Delegation & subagents

When a task is big enough to flood the main conversation, or when several independent pieces of work could happen at once, Hermes can spawn subagents with the delegate_task tool. Each child gets a fresh, isolated context and its own terminal session. Only the child's final summary comes back to the parent, which keeps the main context lean.

Single task

python

delegate_task(
    goal="Debug why tests fail",
    context="Error: assertion in test_foo.py line 42",
    toolsets=["terminal", "file"],
)

Parallel batch

Up to 3 children run concurrently by default:

python

delegate_task(tasks=[
    {"goal": "Research topic A", "toolsets": ["web"]},
    {"goal": "Research topic B", "toolsets": ["web"]},
    {"goal": "Fix the build", "toolsets": ["terminal", "file"]},
])

The one rule that matters: subagents know nothing

WARNING

A subagent starts with a completely fresh conversation. It has zero knowledge of the parent's history or prior tool calls. Everything it needs must be in the goal and context fields.

python

# BAD - the child has no idea what "the error" is
delegate_task(goal="Fix the error")

# GOOD - all context is passed in
delegate_task(
    goal="Fix the TypeError in api/handlers.py",
    context="""api/handlers.py raises a TypeError on line 47:
    'NoneType' object has no attribute 'get'. parse_body() returns None
    when Content-Type is missing. Project is at /home/user/myproject, Python 3.11.""",
    toolsets=["terminal", "file"],
)

Picking toolsets for children

Toolsets	Use case
`["terminal", "file"]`	Code work, debugging, builds
`["web"]`	Research, fact-checking
`["file"]`	Read-only analysis / code review
`["terminal"]`	System administration

Leaf subagents cannot call delegate_task, clarify, memory, send_message, or execute_code, this keeps them focused and prevents runaway recursion.

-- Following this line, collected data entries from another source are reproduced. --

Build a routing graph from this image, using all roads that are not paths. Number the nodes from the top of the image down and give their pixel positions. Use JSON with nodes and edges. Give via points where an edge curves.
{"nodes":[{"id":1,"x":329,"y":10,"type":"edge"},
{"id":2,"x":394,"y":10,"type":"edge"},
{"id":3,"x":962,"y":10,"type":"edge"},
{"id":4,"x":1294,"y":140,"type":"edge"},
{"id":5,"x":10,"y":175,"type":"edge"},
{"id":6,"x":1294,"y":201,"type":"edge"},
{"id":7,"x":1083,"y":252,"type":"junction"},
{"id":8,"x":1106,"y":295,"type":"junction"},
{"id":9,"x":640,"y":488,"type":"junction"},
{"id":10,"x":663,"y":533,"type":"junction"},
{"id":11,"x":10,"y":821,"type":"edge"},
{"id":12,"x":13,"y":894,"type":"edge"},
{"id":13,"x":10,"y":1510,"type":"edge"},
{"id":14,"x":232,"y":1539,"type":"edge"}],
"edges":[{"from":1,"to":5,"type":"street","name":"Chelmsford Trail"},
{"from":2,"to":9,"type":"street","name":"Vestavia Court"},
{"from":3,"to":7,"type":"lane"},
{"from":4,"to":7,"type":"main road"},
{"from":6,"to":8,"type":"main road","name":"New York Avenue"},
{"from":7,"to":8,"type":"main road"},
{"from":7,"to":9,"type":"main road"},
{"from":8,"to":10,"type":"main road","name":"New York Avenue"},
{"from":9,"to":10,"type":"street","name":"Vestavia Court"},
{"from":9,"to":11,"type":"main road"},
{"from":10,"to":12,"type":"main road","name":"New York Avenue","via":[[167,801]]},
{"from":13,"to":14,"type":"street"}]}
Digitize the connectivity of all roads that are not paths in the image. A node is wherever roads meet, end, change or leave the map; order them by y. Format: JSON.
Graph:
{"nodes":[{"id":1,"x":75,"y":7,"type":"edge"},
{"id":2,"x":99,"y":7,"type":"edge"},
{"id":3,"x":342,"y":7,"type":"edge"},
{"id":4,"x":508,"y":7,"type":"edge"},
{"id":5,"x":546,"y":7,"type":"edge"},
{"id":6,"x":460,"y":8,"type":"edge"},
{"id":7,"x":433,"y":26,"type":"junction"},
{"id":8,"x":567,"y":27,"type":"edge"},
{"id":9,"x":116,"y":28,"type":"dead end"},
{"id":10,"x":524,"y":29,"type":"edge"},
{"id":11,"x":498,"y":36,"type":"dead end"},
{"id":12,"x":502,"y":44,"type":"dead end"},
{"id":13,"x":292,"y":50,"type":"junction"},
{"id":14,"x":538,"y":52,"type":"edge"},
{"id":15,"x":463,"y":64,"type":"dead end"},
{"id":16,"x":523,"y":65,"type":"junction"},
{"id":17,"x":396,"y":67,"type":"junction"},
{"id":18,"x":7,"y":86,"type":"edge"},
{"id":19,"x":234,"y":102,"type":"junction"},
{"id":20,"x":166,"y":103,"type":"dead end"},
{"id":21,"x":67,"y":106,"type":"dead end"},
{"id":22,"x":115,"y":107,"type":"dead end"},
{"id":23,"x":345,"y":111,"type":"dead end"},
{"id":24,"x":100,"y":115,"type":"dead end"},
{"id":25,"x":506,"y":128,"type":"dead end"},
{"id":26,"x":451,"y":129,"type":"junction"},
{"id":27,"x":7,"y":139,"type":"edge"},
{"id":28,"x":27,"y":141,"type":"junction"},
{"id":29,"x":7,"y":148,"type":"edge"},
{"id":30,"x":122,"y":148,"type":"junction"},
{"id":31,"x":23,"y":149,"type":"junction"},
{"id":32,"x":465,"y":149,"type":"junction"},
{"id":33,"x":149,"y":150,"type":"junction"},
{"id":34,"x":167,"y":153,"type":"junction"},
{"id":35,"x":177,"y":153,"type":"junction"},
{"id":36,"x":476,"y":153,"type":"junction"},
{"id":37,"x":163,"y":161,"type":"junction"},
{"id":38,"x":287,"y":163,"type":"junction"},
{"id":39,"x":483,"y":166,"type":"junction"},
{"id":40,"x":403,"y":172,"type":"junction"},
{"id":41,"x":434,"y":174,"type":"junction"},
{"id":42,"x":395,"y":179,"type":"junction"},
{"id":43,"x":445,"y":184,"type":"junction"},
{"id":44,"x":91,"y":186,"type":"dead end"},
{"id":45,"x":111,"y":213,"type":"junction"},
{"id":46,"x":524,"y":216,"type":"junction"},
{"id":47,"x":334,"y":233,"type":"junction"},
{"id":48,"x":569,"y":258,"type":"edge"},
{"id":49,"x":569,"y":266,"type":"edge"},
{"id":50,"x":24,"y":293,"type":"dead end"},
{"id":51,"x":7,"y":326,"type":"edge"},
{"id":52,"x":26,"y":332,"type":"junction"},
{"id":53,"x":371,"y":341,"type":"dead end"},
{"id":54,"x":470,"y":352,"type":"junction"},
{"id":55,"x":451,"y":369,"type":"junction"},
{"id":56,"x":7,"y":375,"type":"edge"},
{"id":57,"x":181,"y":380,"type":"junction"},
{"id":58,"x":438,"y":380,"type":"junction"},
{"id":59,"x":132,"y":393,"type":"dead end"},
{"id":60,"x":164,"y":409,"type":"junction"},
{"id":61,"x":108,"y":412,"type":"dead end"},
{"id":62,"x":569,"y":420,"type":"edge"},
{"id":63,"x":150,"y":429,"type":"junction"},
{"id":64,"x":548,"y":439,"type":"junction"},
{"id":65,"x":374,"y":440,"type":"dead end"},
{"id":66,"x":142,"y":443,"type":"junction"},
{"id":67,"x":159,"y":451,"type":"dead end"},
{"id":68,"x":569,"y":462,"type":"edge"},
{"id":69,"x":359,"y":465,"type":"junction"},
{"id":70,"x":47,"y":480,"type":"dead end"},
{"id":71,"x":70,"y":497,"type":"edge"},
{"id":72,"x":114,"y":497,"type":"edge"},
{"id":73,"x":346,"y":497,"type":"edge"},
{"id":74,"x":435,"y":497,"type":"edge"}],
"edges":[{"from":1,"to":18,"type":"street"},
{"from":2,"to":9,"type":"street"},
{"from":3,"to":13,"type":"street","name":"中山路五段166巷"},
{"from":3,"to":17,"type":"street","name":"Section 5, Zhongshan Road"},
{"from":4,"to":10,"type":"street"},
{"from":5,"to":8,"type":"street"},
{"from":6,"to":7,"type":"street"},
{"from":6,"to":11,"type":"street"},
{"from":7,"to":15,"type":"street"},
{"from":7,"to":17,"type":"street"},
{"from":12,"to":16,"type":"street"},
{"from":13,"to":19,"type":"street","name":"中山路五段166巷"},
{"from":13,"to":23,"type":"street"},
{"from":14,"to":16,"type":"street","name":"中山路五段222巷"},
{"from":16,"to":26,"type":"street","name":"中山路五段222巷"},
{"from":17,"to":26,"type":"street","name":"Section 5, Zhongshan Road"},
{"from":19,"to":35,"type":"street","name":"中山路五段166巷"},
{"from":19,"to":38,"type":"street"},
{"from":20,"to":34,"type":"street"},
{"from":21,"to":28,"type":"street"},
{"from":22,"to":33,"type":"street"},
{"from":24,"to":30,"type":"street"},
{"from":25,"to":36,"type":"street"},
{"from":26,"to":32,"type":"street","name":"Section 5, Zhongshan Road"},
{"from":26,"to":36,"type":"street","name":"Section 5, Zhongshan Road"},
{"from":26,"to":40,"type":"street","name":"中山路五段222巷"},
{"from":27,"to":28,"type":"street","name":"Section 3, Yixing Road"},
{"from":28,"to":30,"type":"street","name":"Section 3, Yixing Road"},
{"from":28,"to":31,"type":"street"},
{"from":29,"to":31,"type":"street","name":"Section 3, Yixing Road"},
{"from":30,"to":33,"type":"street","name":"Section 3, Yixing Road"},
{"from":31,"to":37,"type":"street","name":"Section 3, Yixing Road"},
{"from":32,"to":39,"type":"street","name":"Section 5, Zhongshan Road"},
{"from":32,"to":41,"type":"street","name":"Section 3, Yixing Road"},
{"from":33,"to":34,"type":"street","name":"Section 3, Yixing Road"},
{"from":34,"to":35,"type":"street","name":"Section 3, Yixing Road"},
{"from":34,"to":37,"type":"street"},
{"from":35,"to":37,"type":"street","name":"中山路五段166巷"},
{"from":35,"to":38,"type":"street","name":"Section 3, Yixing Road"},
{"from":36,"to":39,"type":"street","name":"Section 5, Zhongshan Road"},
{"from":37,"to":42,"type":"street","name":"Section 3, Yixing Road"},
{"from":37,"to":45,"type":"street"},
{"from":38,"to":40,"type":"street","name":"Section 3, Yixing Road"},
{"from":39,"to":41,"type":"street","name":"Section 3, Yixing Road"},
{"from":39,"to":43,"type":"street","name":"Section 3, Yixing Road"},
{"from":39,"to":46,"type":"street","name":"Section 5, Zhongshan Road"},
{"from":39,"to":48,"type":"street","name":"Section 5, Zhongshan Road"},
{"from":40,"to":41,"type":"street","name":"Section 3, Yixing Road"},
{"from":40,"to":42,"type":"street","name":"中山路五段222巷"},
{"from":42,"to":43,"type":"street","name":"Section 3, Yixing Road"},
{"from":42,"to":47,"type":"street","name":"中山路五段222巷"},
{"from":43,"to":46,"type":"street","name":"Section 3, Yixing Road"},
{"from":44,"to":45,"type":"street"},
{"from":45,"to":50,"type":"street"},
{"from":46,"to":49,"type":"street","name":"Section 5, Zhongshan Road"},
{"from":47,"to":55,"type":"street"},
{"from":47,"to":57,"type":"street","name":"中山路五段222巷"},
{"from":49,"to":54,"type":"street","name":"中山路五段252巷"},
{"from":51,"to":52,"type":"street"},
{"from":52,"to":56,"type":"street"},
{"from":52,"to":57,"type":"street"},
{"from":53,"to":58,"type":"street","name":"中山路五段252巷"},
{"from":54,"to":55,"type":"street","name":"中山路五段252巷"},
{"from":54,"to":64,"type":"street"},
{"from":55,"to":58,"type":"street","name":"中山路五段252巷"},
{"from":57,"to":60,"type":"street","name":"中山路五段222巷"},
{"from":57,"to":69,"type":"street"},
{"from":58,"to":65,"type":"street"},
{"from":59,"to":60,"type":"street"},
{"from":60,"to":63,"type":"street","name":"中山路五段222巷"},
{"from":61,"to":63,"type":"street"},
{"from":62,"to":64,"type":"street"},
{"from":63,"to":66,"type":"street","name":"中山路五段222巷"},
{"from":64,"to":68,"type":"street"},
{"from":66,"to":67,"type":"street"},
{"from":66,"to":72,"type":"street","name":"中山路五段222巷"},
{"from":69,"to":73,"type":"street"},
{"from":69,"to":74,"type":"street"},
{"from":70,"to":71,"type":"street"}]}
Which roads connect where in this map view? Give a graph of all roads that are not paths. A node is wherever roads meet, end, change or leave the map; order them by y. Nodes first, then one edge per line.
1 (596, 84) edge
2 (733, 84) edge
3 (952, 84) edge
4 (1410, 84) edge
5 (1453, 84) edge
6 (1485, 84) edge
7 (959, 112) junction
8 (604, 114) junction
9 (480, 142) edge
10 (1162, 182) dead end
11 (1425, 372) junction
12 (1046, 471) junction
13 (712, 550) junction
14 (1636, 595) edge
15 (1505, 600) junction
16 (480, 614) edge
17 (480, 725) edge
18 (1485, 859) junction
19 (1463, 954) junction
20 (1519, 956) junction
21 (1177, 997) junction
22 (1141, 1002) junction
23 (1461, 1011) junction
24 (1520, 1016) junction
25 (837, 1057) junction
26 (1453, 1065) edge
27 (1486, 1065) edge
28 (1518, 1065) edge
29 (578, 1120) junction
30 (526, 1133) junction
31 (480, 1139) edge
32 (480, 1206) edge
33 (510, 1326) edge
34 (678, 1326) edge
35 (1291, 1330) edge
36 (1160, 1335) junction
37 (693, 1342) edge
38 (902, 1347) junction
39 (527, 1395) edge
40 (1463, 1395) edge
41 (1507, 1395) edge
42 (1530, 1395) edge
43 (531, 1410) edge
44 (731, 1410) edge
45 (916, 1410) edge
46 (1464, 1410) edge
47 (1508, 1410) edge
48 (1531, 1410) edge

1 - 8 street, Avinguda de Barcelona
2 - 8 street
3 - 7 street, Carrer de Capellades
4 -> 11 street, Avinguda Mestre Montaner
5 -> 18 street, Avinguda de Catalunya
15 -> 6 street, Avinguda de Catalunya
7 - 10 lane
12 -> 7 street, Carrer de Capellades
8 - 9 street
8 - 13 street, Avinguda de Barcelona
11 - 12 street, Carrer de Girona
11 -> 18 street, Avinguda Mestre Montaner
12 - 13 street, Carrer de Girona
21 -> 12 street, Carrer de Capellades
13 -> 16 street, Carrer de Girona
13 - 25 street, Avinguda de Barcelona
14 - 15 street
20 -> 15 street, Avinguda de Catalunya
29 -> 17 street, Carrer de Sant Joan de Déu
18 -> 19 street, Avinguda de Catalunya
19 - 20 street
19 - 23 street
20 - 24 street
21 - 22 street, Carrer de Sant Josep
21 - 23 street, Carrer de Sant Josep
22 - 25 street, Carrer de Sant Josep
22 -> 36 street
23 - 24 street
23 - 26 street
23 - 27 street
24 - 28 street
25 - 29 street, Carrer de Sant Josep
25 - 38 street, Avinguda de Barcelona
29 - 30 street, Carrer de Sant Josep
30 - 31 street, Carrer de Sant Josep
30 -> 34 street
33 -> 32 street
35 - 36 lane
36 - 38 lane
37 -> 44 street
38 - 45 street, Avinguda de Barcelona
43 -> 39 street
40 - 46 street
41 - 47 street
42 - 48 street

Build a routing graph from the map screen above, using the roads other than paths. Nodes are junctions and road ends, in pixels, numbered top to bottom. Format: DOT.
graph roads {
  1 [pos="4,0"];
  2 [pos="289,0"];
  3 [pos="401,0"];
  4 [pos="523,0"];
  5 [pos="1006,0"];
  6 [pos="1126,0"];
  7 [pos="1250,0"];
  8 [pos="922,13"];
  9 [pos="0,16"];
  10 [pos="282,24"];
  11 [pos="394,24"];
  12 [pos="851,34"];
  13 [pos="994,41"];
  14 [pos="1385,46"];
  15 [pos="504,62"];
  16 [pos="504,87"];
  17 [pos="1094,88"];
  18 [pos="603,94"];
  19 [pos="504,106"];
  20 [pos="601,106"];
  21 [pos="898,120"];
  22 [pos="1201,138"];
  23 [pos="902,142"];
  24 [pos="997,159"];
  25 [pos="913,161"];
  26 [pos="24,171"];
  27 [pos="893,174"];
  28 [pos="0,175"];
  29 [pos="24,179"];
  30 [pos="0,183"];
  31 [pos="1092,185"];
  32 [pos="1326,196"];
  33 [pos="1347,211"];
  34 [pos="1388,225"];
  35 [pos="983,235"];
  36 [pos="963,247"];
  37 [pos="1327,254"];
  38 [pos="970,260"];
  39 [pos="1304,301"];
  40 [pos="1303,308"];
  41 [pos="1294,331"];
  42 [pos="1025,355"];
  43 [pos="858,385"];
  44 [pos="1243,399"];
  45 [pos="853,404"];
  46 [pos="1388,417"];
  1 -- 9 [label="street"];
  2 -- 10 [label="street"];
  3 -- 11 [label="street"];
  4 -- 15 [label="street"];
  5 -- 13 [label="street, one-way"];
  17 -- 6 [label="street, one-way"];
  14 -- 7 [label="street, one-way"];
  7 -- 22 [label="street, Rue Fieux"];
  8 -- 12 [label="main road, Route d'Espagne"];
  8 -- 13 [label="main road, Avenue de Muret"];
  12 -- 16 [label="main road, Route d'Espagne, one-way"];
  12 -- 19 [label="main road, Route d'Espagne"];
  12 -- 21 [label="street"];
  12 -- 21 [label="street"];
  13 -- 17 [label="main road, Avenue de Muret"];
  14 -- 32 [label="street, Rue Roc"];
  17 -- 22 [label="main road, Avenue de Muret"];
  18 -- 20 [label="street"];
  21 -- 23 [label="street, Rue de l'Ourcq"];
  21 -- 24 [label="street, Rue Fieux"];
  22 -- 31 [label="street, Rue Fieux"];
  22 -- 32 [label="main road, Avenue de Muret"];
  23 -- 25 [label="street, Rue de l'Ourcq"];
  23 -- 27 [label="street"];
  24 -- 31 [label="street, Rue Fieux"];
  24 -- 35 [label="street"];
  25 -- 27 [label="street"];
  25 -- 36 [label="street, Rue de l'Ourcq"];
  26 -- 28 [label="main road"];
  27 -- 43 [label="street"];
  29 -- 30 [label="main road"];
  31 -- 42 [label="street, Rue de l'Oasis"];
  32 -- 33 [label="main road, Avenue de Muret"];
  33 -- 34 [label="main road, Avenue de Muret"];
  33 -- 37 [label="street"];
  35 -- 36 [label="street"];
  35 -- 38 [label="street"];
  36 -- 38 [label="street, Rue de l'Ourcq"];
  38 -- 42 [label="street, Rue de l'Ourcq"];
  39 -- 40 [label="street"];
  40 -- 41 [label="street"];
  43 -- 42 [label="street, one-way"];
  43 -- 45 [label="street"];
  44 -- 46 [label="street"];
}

Local-model considerations

Delegation multiplies inference work: three parallel children means three concurrent generations. On a single local GPU that is slower, not faster, since they contend for the same hardware. Two patterns help:

Route children to a smaller/cheaper model so they don't fight the main model for resources:

yaml

# ~/.hermes/config.yaml
delegation:
  model: qwen3.5-coder
  base_url: http://localhost:11434/v1
  api_key: local-key
  max_concurrent_children: 2

Or keep delegation sequential by lowering max_concurrent_children to 1 when you are GPU-bound.

delegate_task is synchronous, not durable

WARNING

delegate_task runs inside the parent's current turn and blocks until children finish. If the parent is interrupted (you send a new message, /stop), all children are cancelled and their work is discarded. Children do not keep running after the turn ends.

For durable, long-running work that must survive interrupts, use a cron job (cronjob create) or a backgrounded terminal command (terminal(background=True, notify_on_complete=True)) instead.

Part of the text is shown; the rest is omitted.